Psychologists often link the desire to speed as quite a male-specific craving for escape. A more sexist appraisal would be that women desire security, while men desire freedom, hence the relentless marketing of cars to men as a subconscious getaway symbol. An obsession with cars signifies an obsession with freedom. It's no wonder then that young men are more likely to be part of a social group where cars are the main pastime and profession in more rural or isolated areas, where escape, freedom and distractions are more abstract ambitions than the multiple distractions that a more manic urban life may offer.

Around the country there are lads just like those in the Inishowen peninsula who are fanatical about cars and speed. They are a sector for whom road safety campaigns are probably irrelevant. Noel Brett and the Road Safety Authority have done a phenomenal job tackling road deaths. Deaths on Irish roads are at their lowest ever. But all of the policy, policing and media campaigns will seemingly never be enough to get through to a certain demographic, generally young men, who see themselves as indestructible. The priest at one funeral spoke about the fragility of life, but it is an impossible task to convince young people of their indestructibility. That feeling of invincibility occasionally resulting in carelessness is the central essence of youth.

Here is the difficult part for families and friends to stomach: it is not as if a finger descended from the heavens and randomly stubbed out these bright young lives. We all make choices, mostly without possibly knowing what the consequences of such decisions are, but the choice to bundle eight people into a car when the man at the wheel had a conviction for dangerous driving is a choice many other people would not make.

Perhaps the men would have reached their destination safely had they left a minute earlier or later, or on another day, or with different weather, or any number of variables, and would have not given a second thought to the journey.

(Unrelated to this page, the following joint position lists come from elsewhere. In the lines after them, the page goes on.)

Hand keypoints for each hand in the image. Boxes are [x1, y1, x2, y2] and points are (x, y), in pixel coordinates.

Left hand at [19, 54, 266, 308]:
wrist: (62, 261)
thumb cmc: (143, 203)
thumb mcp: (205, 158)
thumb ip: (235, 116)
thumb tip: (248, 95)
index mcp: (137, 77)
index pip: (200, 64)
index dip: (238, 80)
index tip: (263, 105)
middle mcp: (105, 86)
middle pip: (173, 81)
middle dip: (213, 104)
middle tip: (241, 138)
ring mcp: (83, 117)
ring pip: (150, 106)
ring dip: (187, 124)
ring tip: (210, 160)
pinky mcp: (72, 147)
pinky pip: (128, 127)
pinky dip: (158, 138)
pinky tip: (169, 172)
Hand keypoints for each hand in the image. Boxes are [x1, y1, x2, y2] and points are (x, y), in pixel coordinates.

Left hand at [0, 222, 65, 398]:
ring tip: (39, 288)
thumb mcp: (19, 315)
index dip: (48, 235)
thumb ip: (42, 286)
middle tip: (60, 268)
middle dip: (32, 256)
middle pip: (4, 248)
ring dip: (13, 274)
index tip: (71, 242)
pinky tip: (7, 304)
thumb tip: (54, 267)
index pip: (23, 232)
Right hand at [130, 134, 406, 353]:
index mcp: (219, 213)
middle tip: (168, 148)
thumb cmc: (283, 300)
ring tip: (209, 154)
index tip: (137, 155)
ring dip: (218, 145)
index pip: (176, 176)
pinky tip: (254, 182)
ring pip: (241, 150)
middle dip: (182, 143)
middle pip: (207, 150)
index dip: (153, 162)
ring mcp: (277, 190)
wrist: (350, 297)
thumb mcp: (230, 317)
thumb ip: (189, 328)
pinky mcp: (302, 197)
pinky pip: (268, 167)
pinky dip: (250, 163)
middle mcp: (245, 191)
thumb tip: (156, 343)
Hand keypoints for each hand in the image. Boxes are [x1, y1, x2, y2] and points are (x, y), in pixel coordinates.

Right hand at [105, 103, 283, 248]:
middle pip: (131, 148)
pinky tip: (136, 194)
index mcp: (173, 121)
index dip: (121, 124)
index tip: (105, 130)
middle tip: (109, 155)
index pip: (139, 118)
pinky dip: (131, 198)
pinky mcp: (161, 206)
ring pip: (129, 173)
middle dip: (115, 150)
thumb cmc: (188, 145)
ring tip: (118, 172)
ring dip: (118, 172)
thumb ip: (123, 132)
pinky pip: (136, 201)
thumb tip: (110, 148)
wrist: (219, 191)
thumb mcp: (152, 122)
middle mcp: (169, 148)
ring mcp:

There has been an insistence that blame isn't relevant. Philomena McEleney, whose son James died in the crash, said, "There is no one to blame. James was in the car, I don't blame anyone for that."

At the funeral of Ciaran Sweeney, his father Eamonn said, "We do not hold or blame Shaun or anyone else in any way for the loss of our beautiful son Ciaran."

It's not fair. It's not fair that seven fine young men have been buried this week. It is not fair that their friend in hospital will have an almost unspeakable existence for the foreseeable future. It is not fair that a pensioner coming home from bingo couldn't do so without being killed. It is not fair on the police and ambulance services and priests that surveyed the wreckage, for those images will live with them forever. It is not fair on families and friends to suffer such grief. None of it is fair.

Maybe there is blame to be ascribed. Perhaps it is too raw and horrible to talk about these things right now, but maybe they need to be said. Sometimes, when we decide that there is no one to blame, it exonerates everyone from responsibility. It's very hard to learn from an event if it is seemingly pointless and random. But this was not random.

It may be an impossible task to convince young people of their destructibility. But it is not impossible to convince them to somehow change their behaviour, to make safer choices. May those eight men rest in peace, and may those that they left behind learn from their mistakes.